The religious elite in Jesus’ day were not happy with how gracious Jesus was portraying God to be. ‘Of course we are only saved by God’s mercy alone’ they would say—and believe!—‘but you must also be good.’ They are the fan booing when the whole Kingdom of God is beside themselves in happiness. They are booing because they are not satisfied. They think that if God’s grace is for the prostitute, the drunk, the homeless guy who doesn’t take showers, the one who killed another, the single mom, the . . . ugh . . . ordinary; if God’s grace is for THEM than it is not special, they think.

God’s grace is shocking. God chooses to love those who are the social outcasts, the failures in life. He is not just for the rich, not just the blue collared but the bottom of the barrels. Not only does God love those but he loves those who already had their moment of realization, who already spent their first chance . . . and the 17 that came after. He keeps loving them. God’s love is for all. You cannot win it. You cannot outgrow it. You cannot earn it. You cannot lose it. You cannot expand it. You cannot detract it.

The Pharisees did not like what Jesus was saying about the Father’s mercy because they suddenly realized that they had absolutely nothing to do with it. They saw their hierarchy was a farce. They saw that in God’s eyes a king was just the same as a poor, homeless Jew who was called a bastard his whole life. They were booing God.

Monday, October 3, 2011

Monday is for Morons

I have forgotten the Gospel again. I have forgotten that I do not have to sin anymore. I have forgotten that Jesus was forgotten so that I could be remembered by the Father.

Maybe you found yourself this weekend in places where sin seemed to be all you knew. Friend, Jesus died for you.

Did your football team blow it so you blew up at everyone? Were you the one who had the opportunity to forgive someone else but instead you chose to make them feel as bad as they made you feel? Did you say something that you feel unraveled everything you tried to teach your own, little, impressionable kids? Did you lose hope this week? Were you the one who knew you were going to sin, had time to not sin, yet continued on ignoring the EXIT sign? Maybe you said to yourself, 'I just do not care enough.' Maybe you said, 'I don't think God exists anymore.' . . .

Maybe you cheated on your spouse. Maybe you cheated on your taxes. Maybe you killed someone in your heart; maybe you killed someone and are going to be in prison the rest of your life. You looked at porn again. You got that abortion this week. You told your best friend she could 'go to Hell' then sounded happy and laughed the very next minute on the phone.

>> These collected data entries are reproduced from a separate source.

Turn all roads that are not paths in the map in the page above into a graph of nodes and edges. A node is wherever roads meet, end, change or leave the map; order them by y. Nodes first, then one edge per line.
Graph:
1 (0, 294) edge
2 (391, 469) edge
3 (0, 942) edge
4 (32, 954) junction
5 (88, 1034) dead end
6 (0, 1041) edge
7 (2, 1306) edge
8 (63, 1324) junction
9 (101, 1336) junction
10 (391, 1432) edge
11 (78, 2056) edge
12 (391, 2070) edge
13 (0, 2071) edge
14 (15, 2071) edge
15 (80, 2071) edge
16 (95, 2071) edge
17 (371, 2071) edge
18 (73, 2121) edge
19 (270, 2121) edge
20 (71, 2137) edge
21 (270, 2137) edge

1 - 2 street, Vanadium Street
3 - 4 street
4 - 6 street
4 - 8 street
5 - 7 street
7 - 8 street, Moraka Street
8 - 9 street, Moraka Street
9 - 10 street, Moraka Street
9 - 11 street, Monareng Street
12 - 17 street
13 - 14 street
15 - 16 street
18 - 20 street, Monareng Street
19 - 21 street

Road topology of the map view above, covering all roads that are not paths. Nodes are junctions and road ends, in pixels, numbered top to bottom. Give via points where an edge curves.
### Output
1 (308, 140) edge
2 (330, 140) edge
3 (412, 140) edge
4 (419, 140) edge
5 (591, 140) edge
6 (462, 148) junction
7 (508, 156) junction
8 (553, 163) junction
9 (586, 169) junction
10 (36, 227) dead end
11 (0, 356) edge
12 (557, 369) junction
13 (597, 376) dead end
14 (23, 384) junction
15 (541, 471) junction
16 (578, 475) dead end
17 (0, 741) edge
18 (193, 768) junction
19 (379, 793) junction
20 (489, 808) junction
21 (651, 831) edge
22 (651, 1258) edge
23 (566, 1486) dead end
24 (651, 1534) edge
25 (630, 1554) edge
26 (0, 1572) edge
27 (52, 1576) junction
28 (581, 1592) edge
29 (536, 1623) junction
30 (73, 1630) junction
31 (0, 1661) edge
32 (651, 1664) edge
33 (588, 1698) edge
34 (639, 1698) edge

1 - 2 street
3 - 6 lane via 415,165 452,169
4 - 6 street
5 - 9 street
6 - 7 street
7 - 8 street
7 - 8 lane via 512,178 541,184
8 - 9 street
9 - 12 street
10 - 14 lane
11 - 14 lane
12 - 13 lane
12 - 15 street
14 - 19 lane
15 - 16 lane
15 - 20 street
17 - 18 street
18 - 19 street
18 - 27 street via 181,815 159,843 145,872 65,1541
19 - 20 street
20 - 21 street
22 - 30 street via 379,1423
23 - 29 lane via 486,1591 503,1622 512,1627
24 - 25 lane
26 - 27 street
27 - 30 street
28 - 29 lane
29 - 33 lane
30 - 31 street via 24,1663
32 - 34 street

Friend, Jesus knows. Jesus knows and that is precisely why he died. Jesus did not die for the 'polite' social sins; Jesus did not die for certain kinds of sin; Jesus died to experience God's wrath on your behalf for each and every individual sin you will ever commit from lying to lynching. You cannot outrun God's grace, it is a tsunami, a treaty of kindness, a promise that will not be annulled or void, it is your shadow.

Mondays typically suck. I typically forget how present and persistent the Gospel is. I typically emphasize sorrow and not Jesus' success. Well Jesus died for our doubts too.

He tells us all our sins our forgiven . . . yup, even that one he has fully placed on his tab and paid for already.